[Records from a dataset]
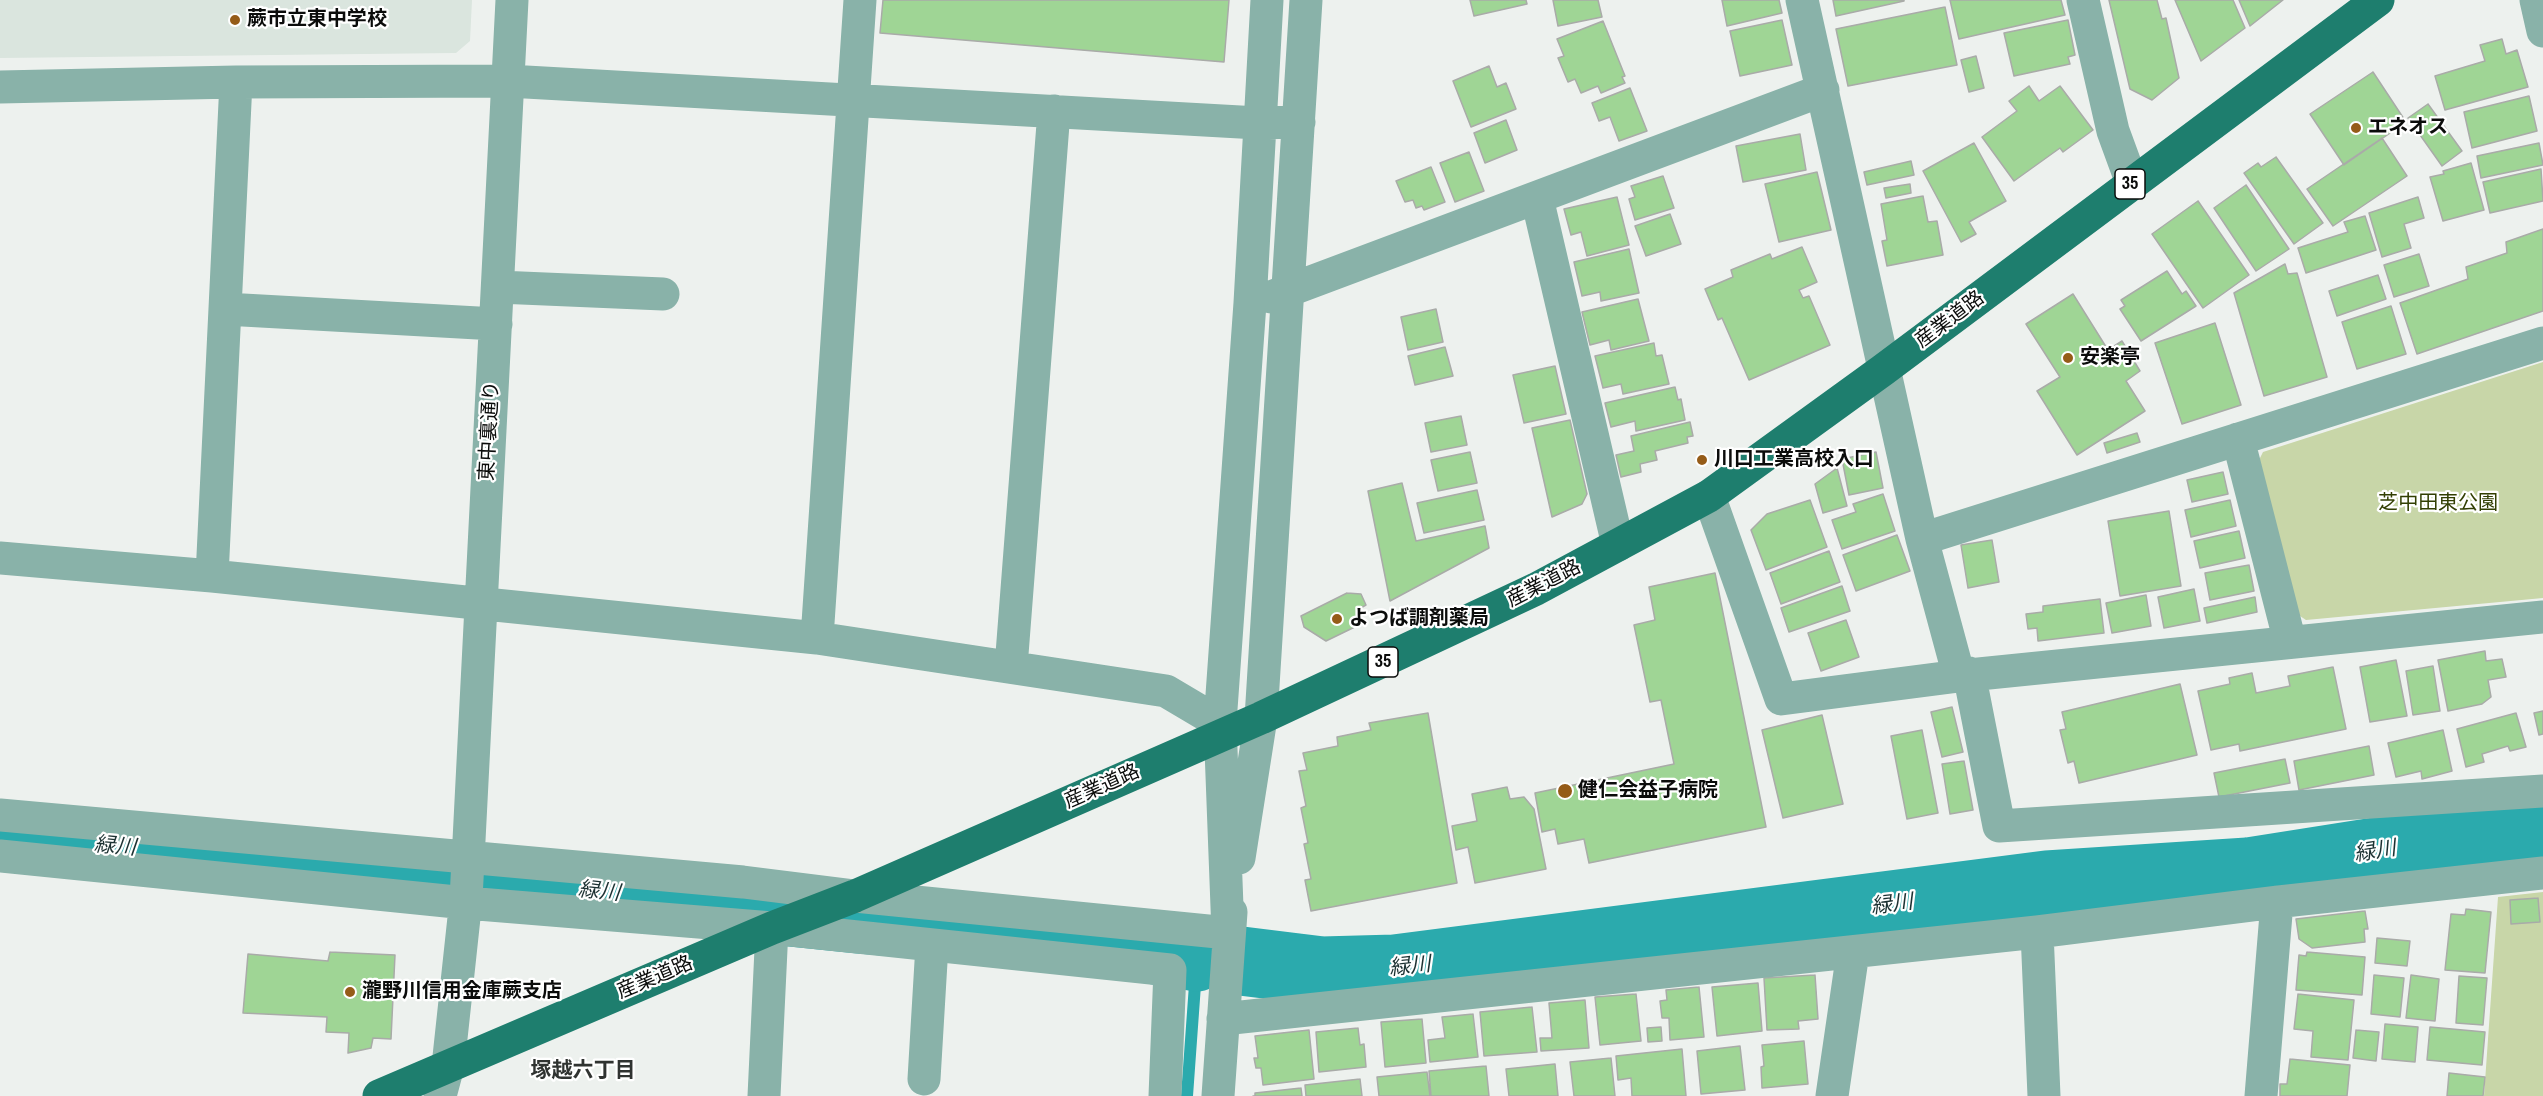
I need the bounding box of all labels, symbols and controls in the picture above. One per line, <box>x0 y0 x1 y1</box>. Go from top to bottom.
place label: 蕨市立東中学校 <box>247 8 387 32</box>
marker: 蕨市立東中学校 <box>228 13 242 27</box>
place label: エネオス <box>2368 116 2448 140</box>
marker: エネオス <box>2349 121 2363 135</box>
road number: 35 <box>2115 169 2145 199</box>
street label: 産業道路 <box>1911 286 1989 354</box>
place label: 安楽亭 <box>2080 346 2140 370</box>
marker: 安楽亭 <box>2061 351 2075 365</box>
street label: 東中裏通り <box>475 380 505 482</box>
place label: 川口工業高校入口 <box>1714 448 1874 472</box>
marker: 川口工業高校入口 <box>1695 453 1709 467</box>
park label: 芝中田東公園 <box>2378 492 2498 516</box>
street label: 産業道路 <box>1503 555 1585 613</box>
place label: よつば調剤薬局 <box>1349 607 1489 631</box>
marker: よつば調剤薬局 <box>1330 612 1344 626</box>
road number: 35 <box>1368 647 1398 677</box>
street label: 産業道路 <box>1061 760 1143 814</box>
place label: 健仁会益子病院 <box>1578 779 1718 803</box>
marker: 健仁会益子病院 <box>1556 782 1574 800</box>
water label: 緑川 <box>93 833 137 861</box>
water label: 緑川 <box>2352 836 2398 868</box>
water label: 緑川 <box>577 877 621 907</box>
water label: 緑川 <box>1870 890 1914 920</box>
street label: 産業道路 <box>613 951 697 1005</box>
water label: 緑川 <box>1388 952 1432 982</box>
place label: 瀧野川信用金庫蕨支店 <box>362 980 562 1004</box>
marker: 瀧野川信用金庫蕨支店 <box>343 985 357 999</box>
district label: 塚越六丁目 <box>531 1058 635 1084</box>

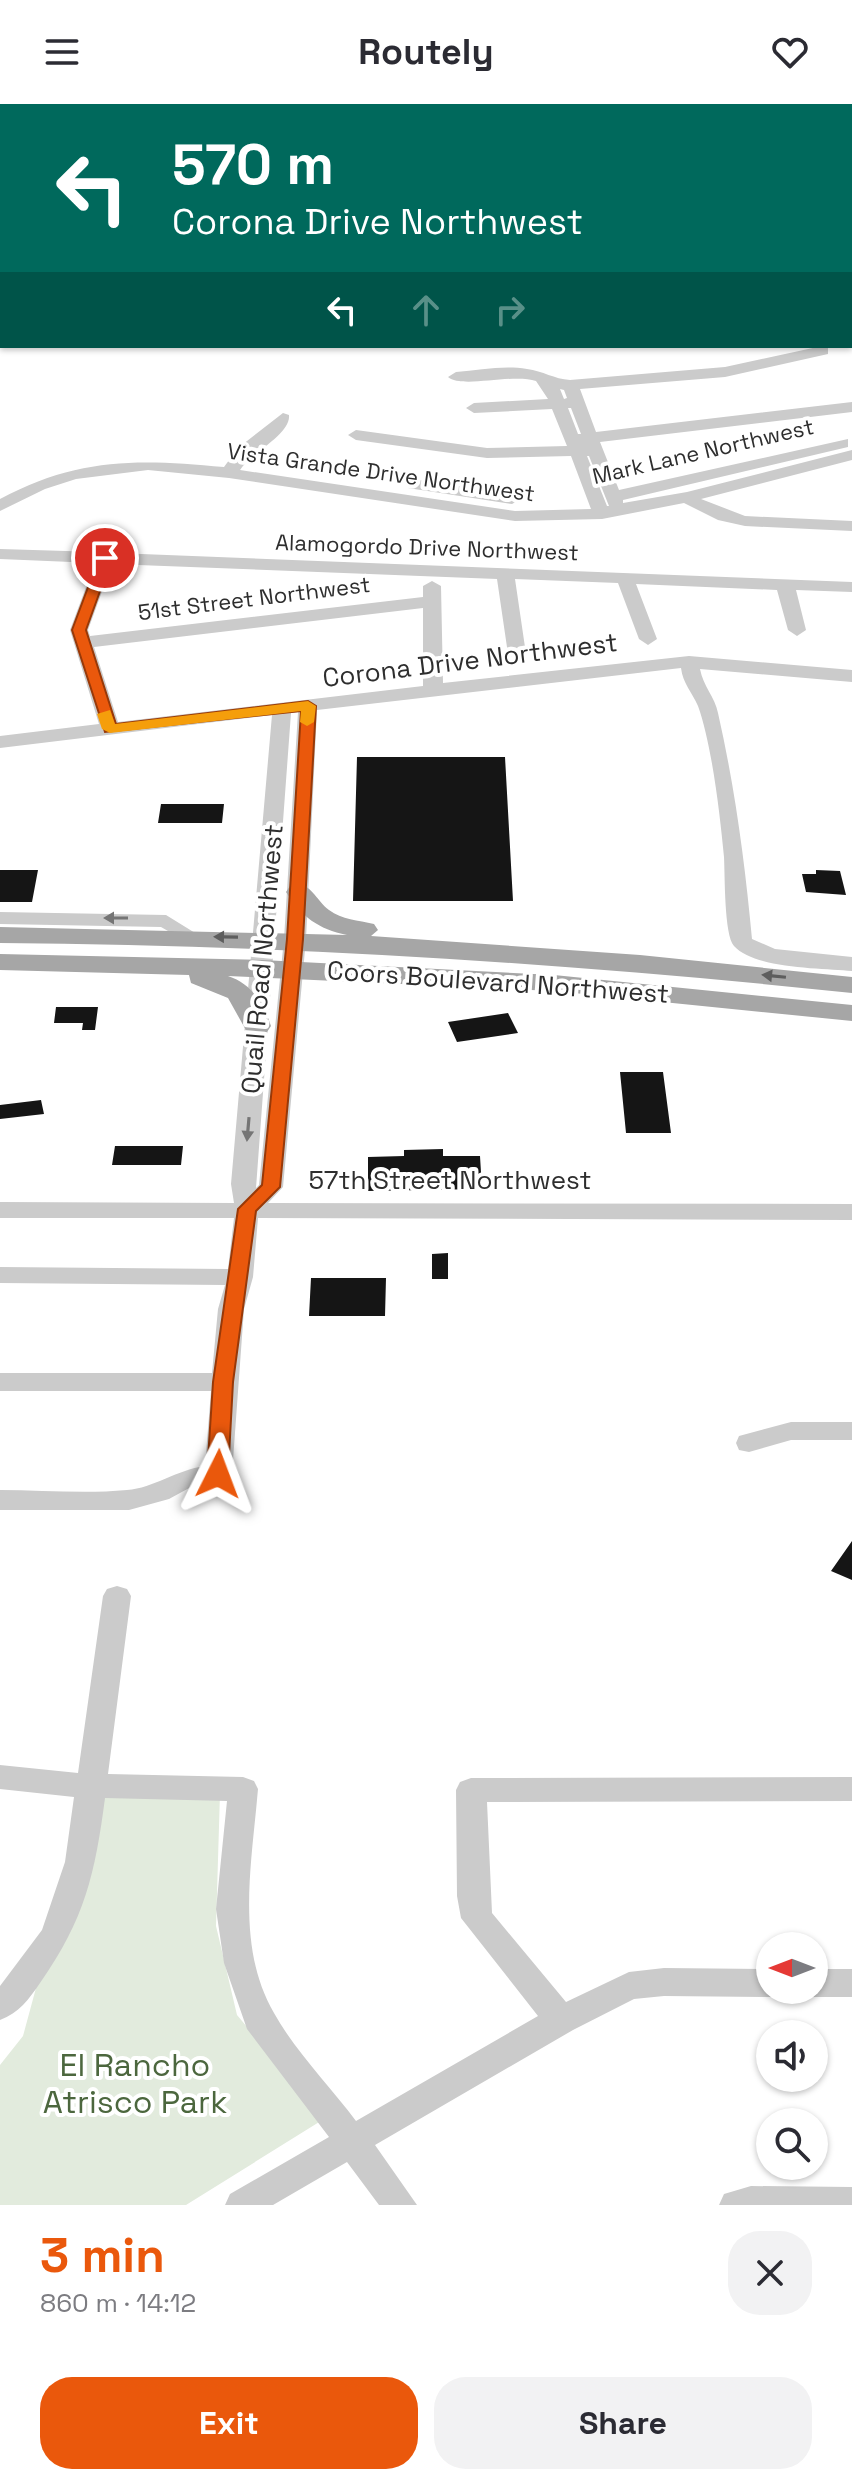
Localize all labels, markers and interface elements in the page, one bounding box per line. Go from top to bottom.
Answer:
text: Routely [358,29,494,75]
icon: menu [40,30,84,74]
icon: heart [768,30,812,74]
text: 570 m [172,129,334,200]
icon: left [40,136,144,240]
text: Corona Drive Northwest [172,199,583,245]
icon: left [320,288,364,332]
icon: ahead [404,288,448,332]
icon: right [488,288,532,332]
street label: Mark Lane Northwest [590,412,816,490]
street label: Vista Grande Drive Northwest [225,437,537,507]
pin [71,524,139,592]
street label: Alamogordo Drive Northwest [275,528,579,566]
icon: arrive [83,536,127,580]
street label: 51st Street Northwest [136,570,372,626]
street label: Corona Drive Northwest [321,625,619,695]
street label: Quail Road Northwest [233,823,291,1095]
one-way arrow [103,912,128,924]
one-way arrow [213,931,238,944]
street label: Coors Boulevard Northwest [326,953,670,1011]
one-way arrow [762,969,787,982]
one-way arrow [241,1117,254,1142]
street label: 57th Street Northwest [309,1163,591,1197]
position arrow [176,1432,260,1516]
north arrow [756,1932,828,2004]
map controls [756,1932,828,2180]
button: sound [756,2020,828,2092]
park label: El Rancho Atrisco Park [43,2045,227,2122]
button: search [756,2108,828,2180]
text: 3 min [40,2225,165,2286]
button: close [728,2231,812,2315]
text: 860 m · 14:12 [40,2286,196,2320]
button: Exit [40,2377,418,2469]
button: Share [434,2377,812,2469]

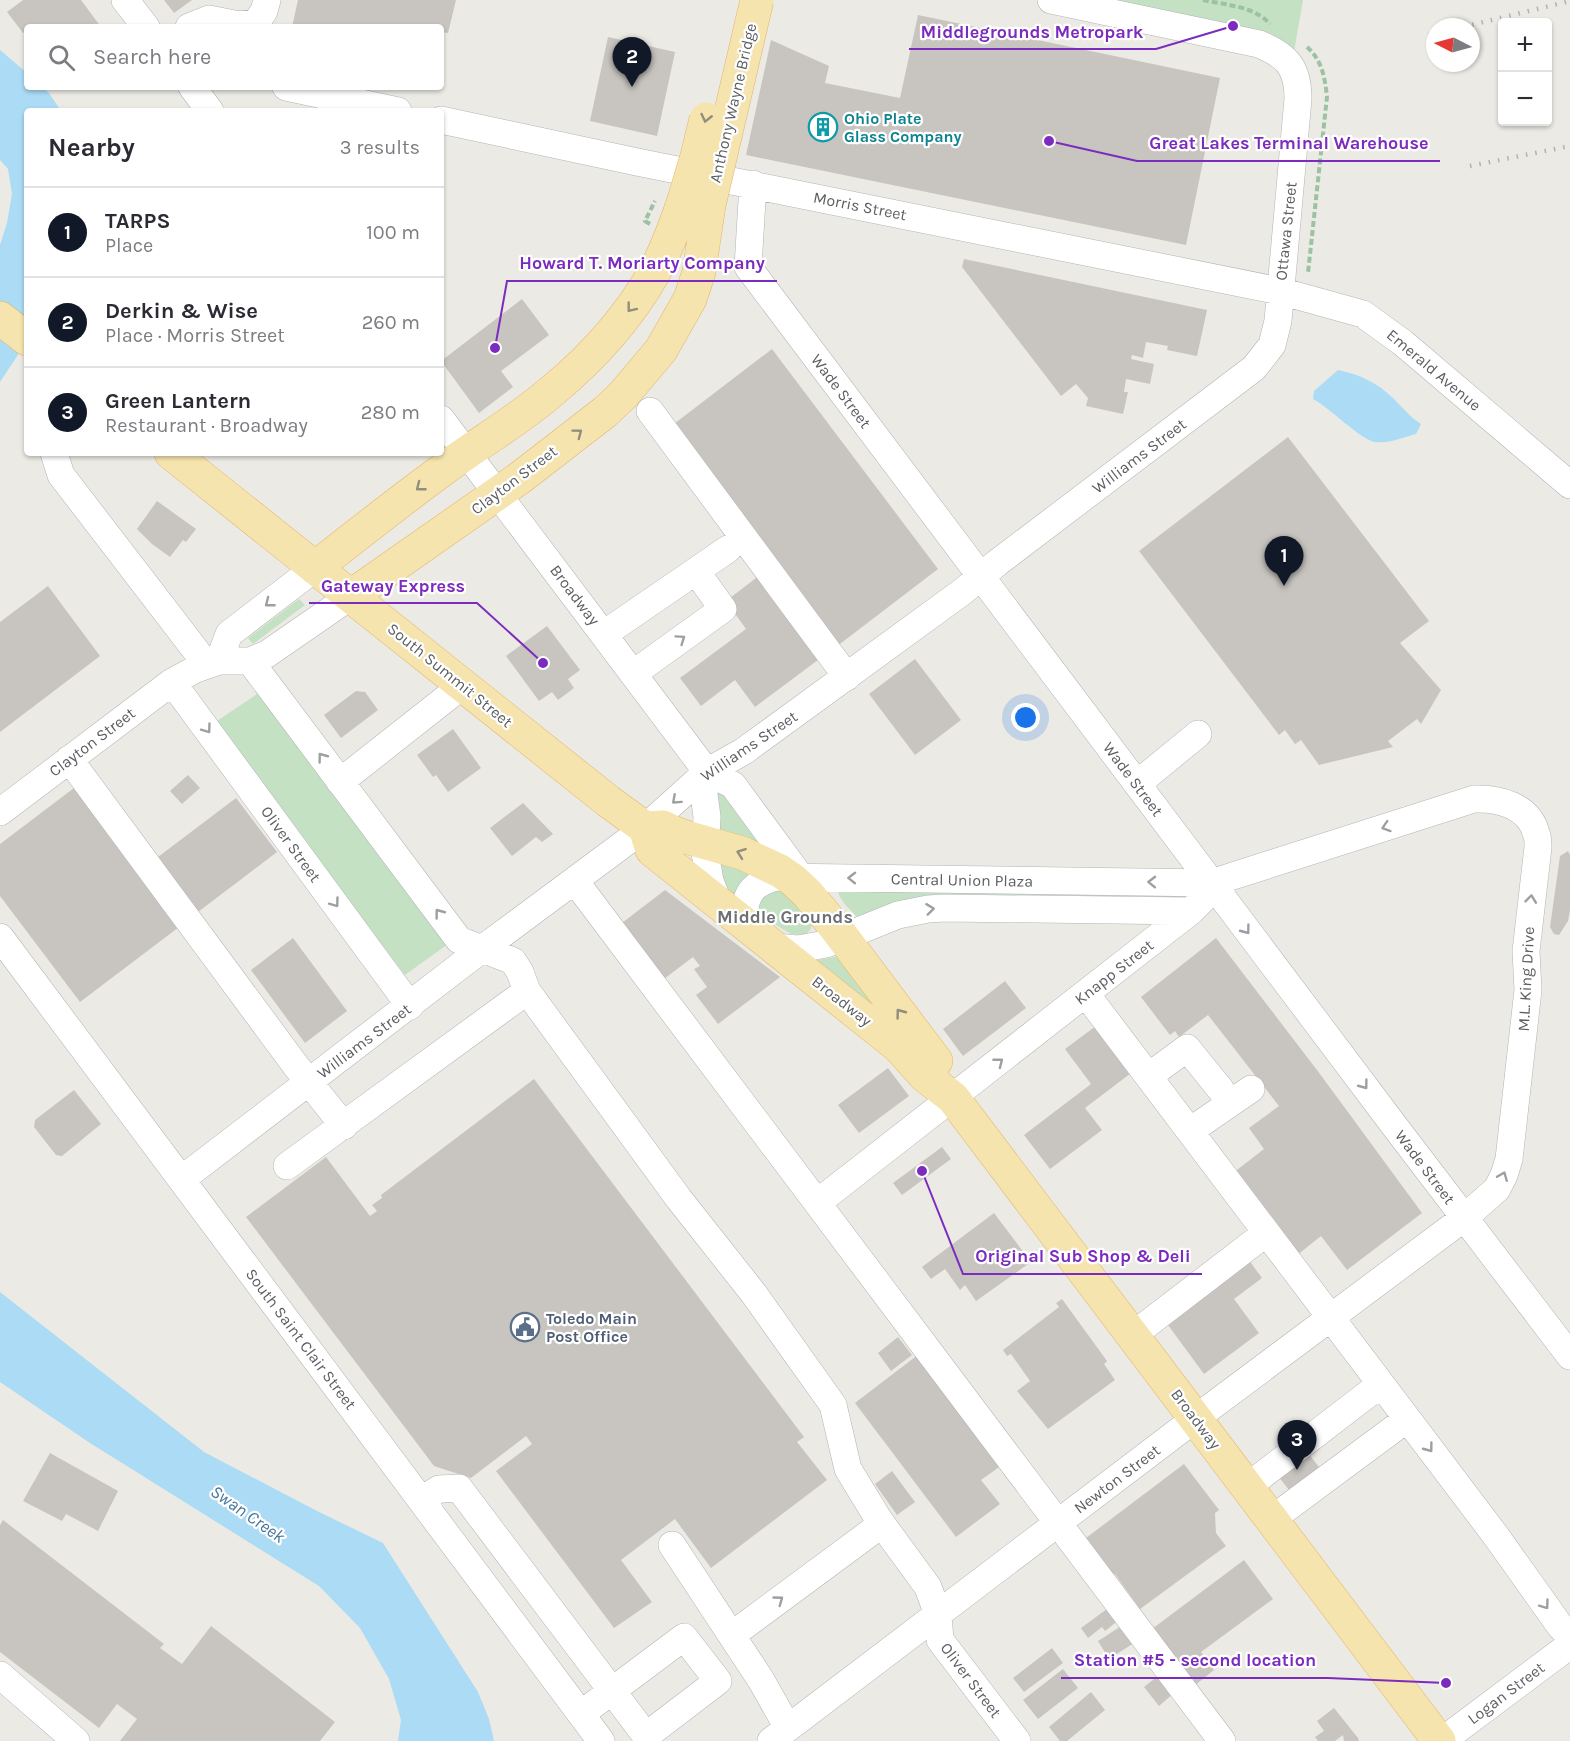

# Exercise directions
Output the records exactly. Drop the images.

# Task solution
I need the bounding box of all labels, symbols and controls in the picture above. One per line, <box>x0 y0 x1 y1</box>. Go from top to bottom.
place label: 蕨市立東中学校 <box>247 8 387 32</box>
marker: 蕨市立東中学校 <box>228 13 242 27</box>
place label: エネオス <box>2368 116 2448 140</box>
marker: エネオス <box>2349 121 2363 135</box>
road number: 35 <box>2115 169 2145 199</box>
street label: 産業道路 <box>1911 286 1989 354</box>
place label: 安楽亭 <box>2080 346 2140 370</box>
marker: 安楽亭 <box>2061 351 2075 365</box>
street label: 東中裏通り <box>475 380 505 482</box>
place label: 川口工業高校入口 <box>1714 448 1874 472</box>
marker: 川口工業高校入口 <box>1695 453 1709 467</box>
park label: 芝中田東公園 <box>2378 492 2498 516</box>
street label: 産業道路 <box>1503 555 1585 613</box>
place label: よつば調剤薬局 <box>1349 607 1489 631</box>
marker: よつば調剤薬局 <box>1330 612 1344 626</box>
road number: 35 <box>1368 647 1398 677</box>
street label: 産業道路 <box>1061 760 1143 814</box>
place label: 健仁会益子病院 <box>1578 779 1718 803</box>
marker: 健仁会益子病院 <box>1556 782 1574 800</box>
water label: 緑川 <box>93 833 137 861</box>
water label: 緑川 <box>2352 836 2398 868</box>
water label: 緑川 <box>577 877 621 907</box>
water label: 緑川 <box>1870 890 1914 920</box>
street label: 産業道路 <box>613 951 697 1005</box>
water label: 緑川 <box>1388 952 1432 982</box>
place label: 瀧野川信用金庫蕨支店 <box>362 980 562 1004</box>
marker: 瀧野川信用金庫蕨支店 <box>343 985 357 999</box>
district label: 塚越六丁目 <box>531 1058 635 1084</box>

Localize all labels, markers and interface elements in the page, one bounding box per line. Go from top to bottom.
Answer:
text: Routely [358,29,494,75]
icon: menu [40,30,84,74]
icon: heart [768,30,812,74]
text: 570 m [172,129,334,200]
icon: left [40,136,144,240]
text: Corona Drive Northwest [172,199,583,245]
icon: left [320,288,364,332]
icon: ahead [404,288,448,332]
icon: right [488,288,532,332]
street label: Mark Lane Northwest [590,412,816,490]
street label: Vista Grande Drive Northwest [225,437,537,507]
pin [71,524,139,592]
street label: Alamogordo Drive Northwest [275,528,579,566]
icon: arrive [83,536,127,580]
street label: 51st Street Northwest [136,570,372,626]
street label: Corona Drive Northwest [321,625,619,695]
street label: Quail Road Northwest [233,823,291,1095]
one-way arrow [103,912,128,924]
one-way arrow [213,931,238,944]
street label: Coors Boulevard Northwest [326,953,670,1011]
one-way arrow [762,969,787,982]
one-way arrow [241,1117,254,1142]
street label: 57th Street Northwest [309,1163,591,1197]
position arrow [176,1432,260,1516]
north arrow [756,1932,828,2004]
map controls [756,1932,828,2180]
button: sound [756,2020,828,2092]
park label: El Rancho Atrisco Park [43,2045,227,2122]
button: search [756,2108,828,2180]
text: 3 min [40,2225,165,2286]
button: close [728,2231,812,2315]
text: 860 m · 14:12 [40,2286,196,2320]
button: Exit [40,2377,418,2469]
button: Share [434,2377,812,2469]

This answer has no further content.